When it stops, we run to the kitchen. Broken, shattered dishes are everywhere. One of the particle-board shelves in the cabinet has collapsed (in the wreckage we find a snapped plastic bracket), and there are shards and slivers and massive hunks of ceramic everywhere.
I could not believe it. I know it’s just dishes, and accidents are accidents, but I could not believe I was looking at the broken remnants of sixteen bowls and dishes. All sorts of things went through my head: My bridal shower and wedding, where we received the tableware (most of what we own, really!). All the meals I’ve prepared and served on those plates. Dinners with friends. Haiti—One of my first clear thoughts was, What if this happened to your whole house, and not just one shelf? Anger at our landlords for installing cheap shelves, anger that we don’t own a home and feel so at the mercy of whatever this old rental throws at us…literally…
And finally just the reassuring fact that it’s only dishes. Sentimental dishes, maybe, but replaceable, nonessential. Two minutes before the shelf broke, I’d been standing right in front of it, setting out the pink dessert you can see in one of the pictures. Two minutes’ difference and I’d have taken the avalanche off my face!
Although last night I was fairly unhinged about the whole event, this morning I felt much calmer about the crash, the injustice, the sentimentality. Tim had picked up the pieces and swept up the rubble (conscientiously thinking to ask me first if I “wanted the pieces for art” or anything).
So what are we eating dinner off tonight? I don’t know. Small plates or cereal bowls, I guess! We have renters’ insurance, but we think the deductible is higher than the value of the dishes.
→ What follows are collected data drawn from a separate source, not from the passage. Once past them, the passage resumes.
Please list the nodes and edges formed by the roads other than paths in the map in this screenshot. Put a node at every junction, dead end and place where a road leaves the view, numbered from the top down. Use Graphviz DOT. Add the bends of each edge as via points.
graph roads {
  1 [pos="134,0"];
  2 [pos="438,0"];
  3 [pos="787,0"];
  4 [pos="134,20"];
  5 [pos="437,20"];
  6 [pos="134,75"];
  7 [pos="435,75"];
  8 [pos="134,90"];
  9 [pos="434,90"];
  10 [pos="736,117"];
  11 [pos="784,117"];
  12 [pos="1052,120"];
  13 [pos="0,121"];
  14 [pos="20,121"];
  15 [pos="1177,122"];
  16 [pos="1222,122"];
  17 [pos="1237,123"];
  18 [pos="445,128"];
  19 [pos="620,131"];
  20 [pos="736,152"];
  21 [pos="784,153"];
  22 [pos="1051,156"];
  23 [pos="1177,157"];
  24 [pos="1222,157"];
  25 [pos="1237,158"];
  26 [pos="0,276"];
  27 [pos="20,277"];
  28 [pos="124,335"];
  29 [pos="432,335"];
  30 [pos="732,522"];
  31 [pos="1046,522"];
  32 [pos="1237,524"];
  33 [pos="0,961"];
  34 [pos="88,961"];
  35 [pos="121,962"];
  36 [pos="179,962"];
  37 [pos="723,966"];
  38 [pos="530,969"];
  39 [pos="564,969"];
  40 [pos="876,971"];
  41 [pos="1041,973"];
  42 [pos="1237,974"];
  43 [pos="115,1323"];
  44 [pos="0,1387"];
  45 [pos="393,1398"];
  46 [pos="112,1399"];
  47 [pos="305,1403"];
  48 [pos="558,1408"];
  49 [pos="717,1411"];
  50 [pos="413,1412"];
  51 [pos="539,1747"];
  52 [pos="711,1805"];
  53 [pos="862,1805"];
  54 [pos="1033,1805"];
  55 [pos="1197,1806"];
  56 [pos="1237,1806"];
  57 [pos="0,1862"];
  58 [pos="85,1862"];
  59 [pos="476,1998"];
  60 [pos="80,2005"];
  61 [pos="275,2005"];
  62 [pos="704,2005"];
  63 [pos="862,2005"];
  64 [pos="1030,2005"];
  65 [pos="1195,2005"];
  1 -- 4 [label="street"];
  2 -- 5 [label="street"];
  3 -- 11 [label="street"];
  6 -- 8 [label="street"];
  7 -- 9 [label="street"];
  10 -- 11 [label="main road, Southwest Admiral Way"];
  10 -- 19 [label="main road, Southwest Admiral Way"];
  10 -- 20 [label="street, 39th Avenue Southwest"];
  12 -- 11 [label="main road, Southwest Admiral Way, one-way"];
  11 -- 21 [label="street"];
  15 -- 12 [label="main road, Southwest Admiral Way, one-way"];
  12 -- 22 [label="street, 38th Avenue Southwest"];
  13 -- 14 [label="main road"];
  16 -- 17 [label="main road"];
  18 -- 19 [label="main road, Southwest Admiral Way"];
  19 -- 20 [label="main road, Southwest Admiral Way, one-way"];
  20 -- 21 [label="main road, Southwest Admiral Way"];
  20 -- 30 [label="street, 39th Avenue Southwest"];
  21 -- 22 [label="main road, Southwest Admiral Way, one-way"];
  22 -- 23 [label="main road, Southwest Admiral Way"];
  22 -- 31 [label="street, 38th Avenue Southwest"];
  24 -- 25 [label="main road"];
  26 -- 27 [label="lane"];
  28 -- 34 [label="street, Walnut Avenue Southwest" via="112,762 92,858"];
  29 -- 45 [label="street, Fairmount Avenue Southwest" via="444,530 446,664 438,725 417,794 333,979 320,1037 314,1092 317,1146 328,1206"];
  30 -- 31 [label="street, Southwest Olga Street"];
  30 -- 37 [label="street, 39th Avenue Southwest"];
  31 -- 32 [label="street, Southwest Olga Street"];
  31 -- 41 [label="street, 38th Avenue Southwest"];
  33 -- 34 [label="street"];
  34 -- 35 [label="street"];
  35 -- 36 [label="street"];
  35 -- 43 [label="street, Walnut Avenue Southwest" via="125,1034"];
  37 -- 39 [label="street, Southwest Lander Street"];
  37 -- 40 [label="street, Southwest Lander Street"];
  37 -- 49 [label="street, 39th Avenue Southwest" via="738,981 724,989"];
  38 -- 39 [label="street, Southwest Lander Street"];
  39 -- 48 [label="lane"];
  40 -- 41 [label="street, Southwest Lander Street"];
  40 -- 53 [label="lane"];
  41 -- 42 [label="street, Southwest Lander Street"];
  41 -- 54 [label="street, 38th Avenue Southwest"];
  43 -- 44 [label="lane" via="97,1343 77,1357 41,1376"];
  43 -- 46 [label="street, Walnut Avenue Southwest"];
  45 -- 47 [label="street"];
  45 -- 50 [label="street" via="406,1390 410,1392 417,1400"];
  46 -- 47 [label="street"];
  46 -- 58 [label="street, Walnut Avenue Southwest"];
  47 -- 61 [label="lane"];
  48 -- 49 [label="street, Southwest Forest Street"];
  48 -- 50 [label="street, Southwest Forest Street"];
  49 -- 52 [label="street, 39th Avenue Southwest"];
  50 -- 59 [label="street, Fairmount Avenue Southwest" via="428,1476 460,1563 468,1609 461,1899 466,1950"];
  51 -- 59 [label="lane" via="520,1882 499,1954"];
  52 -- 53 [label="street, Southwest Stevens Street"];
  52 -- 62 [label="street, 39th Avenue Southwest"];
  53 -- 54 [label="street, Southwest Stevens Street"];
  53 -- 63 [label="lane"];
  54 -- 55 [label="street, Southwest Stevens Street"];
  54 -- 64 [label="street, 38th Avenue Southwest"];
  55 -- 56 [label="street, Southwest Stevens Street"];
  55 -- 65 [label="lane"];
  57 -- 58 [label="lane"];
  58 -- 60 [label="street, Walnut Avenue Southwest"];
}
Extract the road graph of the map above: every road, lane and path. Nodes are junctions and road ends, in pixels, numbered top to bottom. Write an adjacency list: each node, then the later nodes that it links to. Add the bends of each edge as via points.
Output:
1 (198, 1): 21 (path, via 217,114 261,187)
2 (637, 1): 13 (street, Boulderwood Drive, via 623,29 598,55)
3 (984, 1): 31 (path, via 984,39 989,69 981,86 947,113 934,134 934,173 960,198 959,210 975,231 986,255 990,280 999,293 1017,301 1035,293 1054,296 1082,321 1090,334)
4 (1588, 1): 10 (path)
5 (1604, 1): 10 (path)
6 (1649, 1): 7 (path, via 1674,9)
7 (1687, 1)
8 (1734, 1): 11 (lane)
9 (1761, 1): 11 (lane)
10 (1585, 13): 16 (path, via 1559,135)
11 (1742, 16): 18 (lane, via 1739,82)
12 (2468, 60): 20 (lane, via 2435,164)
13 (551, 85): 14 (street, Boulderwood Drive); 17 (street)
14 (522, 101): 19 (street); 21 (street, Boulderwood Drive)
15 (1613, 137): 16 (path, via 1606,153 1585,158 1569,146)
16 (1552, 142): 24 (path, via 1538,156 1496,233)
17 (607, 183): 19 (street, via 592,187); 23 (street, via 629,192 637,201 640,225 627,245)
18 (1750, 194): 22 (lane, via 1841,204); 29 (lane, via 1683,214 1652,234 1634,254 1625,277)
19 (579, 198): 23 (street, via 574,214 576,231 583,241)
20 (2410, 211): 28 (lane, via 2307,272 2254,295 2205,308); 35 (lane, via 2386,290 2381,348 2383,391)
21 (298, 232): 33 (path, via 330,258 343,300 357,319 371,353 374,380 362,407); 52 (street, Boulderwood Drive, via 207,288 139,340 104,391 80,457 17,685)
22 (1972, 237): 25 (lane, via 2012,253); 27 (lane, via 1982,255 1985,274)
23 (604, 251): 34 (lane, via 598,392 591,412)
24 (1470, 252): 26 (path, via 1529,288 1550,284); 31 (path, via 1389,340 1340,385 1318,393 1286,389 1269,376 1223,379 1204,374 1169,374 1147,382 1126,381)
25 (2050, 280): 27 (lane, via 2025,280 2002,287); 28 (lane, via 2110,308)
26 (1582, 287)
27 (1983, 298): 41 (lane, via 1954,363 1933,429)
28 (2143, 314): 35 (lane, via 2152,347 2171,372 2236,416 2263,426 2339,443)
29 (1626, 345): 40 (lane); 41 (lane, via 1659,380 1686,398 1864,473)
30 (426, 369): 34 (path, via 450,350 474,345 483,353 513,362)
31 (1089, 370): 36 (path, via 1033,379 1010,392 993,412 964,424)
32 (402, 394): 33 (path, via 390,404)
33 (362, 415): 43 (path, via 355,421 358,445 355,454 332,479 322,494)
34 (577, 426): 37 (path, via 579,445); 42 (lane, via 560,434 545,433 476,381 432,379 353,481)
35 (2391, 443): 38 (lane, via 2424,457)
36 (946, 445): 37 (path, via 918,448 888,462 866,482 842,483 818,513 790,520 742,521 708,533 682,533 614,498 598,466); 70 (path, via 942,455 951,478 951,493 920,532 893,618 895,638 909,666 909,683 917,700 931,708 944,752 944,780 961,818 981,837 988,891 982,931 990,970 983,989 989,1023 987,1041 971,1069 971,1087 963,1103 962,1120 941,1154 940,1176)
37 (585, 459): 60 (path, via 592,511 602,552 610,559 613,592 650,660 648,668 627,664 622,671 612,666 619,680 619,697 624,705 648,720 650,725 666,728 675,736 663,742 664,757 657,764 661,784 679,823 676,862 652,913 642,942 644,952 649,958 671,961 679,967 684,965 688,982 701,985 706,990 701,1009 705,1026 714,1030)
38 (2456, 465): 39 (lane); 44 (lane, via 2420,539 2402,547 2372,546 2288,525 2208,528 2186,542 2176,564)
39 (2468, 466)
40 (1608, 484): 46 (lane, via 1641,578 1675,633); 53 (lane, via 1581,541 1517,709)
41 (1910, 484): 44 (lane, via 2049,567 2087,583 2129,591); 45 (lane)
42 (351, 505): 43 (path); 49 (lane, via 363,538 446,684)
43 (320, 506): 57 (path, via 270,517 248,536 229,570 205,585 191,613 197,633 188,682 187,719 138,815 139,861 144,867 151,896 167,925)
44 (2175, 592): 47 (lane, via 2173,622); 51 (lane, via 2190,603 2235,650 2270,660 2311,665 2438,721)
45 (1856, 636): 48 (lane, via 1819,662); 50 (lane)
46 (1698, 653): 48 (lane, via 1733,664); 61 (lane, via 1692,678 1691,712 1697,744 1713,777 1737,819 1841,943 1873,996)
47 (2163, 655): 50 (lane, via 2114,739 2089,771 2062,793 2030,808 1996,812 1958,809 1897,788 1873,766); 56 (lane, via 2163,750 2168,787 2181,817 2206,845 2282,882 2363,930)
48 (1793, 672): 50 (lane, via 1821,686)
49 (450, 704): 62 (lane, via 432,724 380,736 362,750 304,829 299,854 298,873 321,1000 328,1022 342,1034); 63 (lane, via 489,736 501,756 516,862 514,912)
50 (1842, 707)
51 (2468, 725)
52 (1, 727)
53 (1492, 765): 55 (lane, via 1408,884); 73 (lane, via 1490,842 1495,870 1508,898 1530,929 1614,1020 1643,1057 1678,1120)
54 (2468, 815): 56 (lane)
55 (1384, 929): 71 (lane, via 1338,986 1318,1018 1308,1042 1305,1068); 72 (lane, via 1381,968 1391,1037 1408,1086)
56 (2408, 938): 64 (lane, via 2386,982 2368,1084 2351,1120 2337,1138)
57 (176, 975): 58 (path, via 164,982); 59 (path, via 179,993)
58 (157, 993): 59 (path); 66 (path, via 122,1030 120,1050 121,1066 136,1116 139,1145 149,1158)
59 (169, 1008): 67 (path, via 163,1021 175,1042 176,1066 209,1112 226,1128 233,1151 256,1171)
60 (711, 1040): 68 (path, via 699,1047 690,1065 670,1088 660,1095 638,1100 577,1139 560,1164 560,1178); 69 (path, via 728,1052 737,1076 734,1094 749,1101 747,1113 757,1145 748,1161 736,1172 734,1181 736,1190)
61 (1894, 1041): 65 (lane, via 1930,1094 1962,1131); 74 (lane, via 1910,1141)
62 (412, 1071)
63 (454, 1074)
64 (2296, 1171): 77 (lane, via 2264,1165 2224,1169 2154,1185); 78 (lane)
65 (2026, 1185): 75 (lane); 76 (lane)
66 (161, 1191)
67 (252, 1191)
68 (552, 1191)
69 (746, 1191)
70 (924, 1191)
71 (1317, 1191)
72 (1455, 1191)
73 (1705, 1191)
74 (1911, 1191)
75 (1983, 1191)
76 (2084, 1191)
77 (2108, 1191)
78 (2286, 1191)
Most likely, as my mom suggested, we’ll buy two dishes this month. And then next month, two more. And the month after that, and after that, to replace the ones that were lost.
I wrote about this because I don’t know why, but I feel like this moment will come back around in some way— the noise, the breakage, the mess. In the meantime I suppose it’s just a reminder that dishes aren’t memories, broken bowls can make art, and when a bracket is done, it’s just plain done.